# PROVIDED INFORMATION
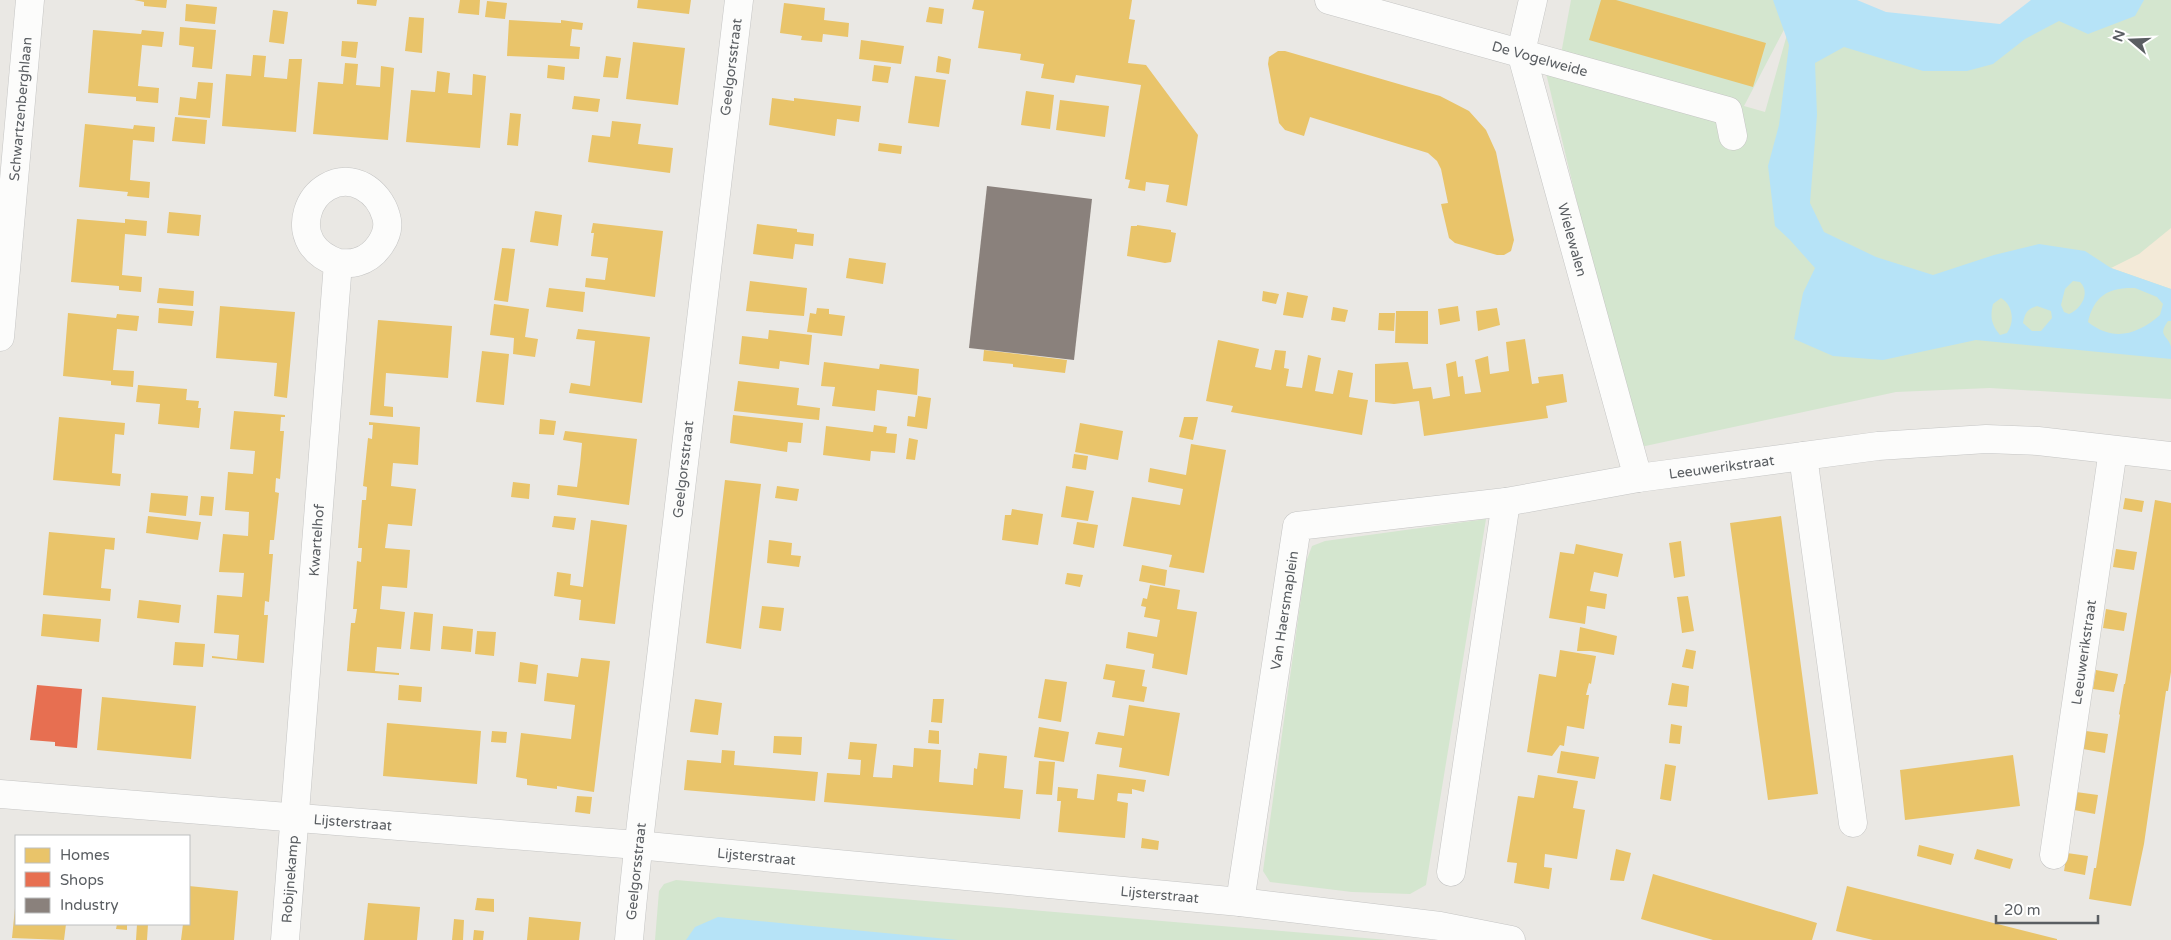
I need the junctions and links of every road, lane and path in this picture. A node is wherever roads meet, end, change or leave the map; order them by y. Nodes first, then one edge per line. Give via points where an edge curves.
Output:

* * *

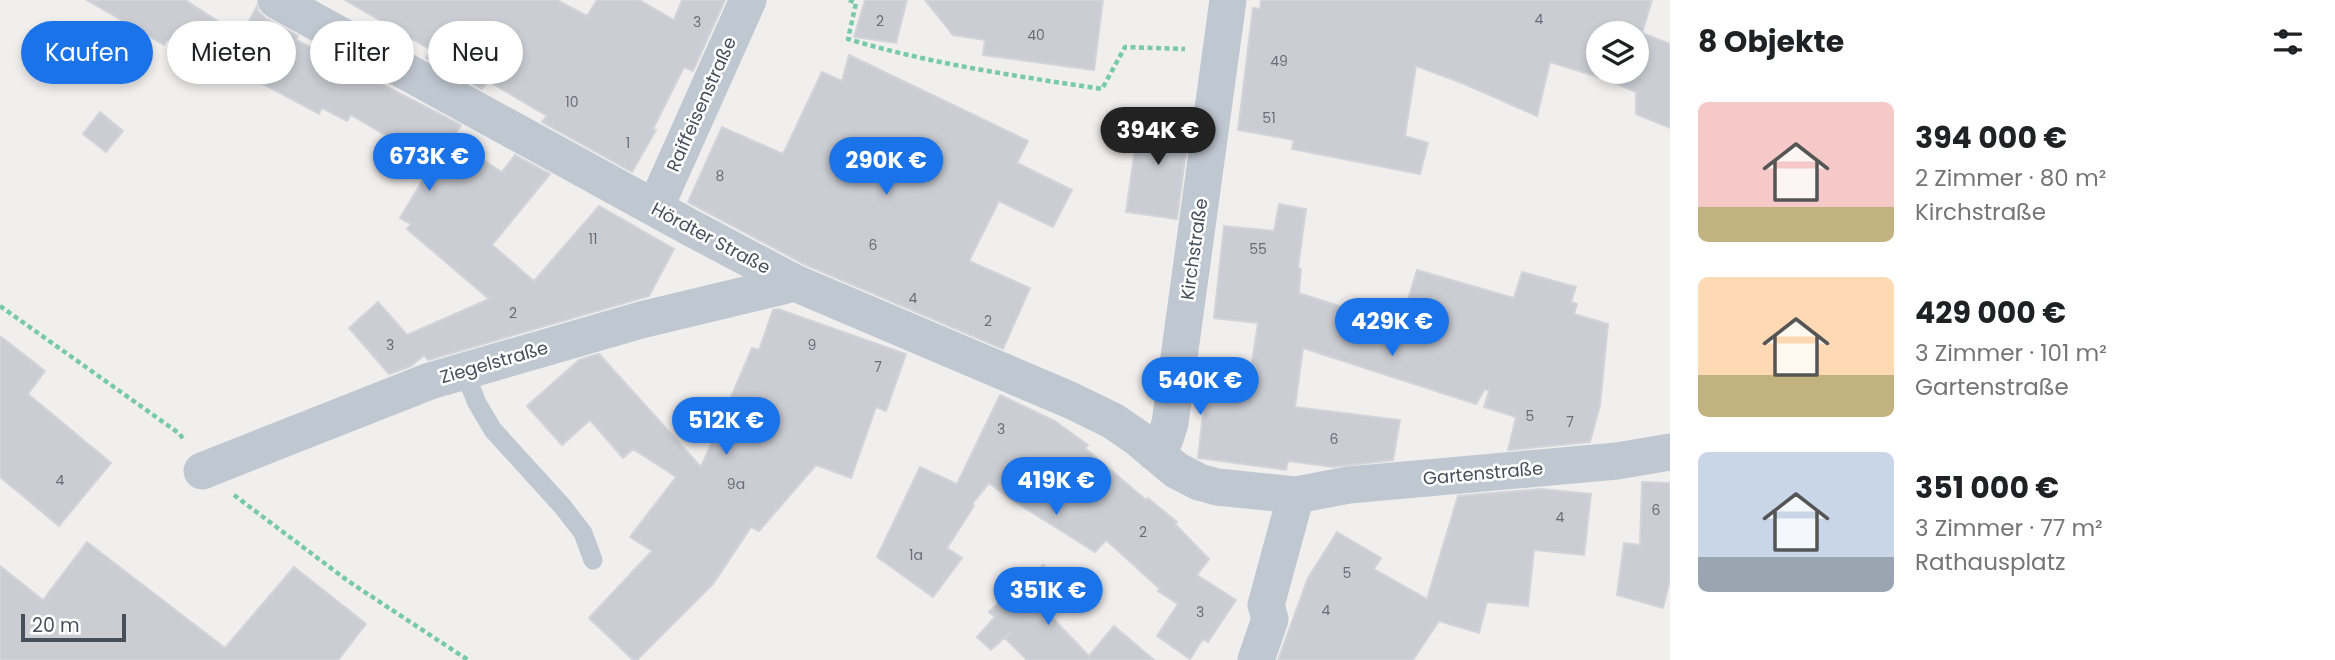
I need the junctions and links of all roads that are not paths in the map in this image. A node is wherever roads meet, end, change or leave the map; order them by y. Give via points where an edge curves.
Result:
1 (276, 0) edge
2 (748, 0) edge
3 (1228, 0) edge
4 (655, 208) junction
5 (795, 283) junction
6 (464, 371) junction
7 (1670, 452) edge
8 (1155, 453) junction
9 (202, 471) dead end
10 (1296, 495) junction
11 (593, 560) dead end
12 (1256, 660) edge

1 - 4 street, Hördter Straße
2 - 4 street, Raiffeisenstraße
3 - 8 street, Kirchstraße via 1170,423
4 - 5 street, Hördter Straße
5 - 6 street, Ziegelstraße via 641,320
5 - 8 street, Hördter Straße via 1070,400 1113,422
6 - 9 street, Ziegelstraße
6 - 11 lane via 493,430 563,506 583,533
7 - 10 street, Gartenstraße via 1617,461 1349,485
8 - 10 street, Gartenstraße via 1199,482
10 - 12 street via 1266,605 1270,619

# INSTRUCTIONS FOR THE TASK
Extract all lines from the data in which "them" is found.

# RESULT OF THE EXERCISE
I need the junctions and links of every road, lane and path in this picture. A node is wherever roads meet, end, change or leave the map; order them by y. Nodes first, then one edge per line. Give via points where an edge curves.
I need the junctions and links of all roads that are not paths in the map in this image. A node is wherever roads meet, end, change or leave the map; order them by y. Give via points where an edge curves.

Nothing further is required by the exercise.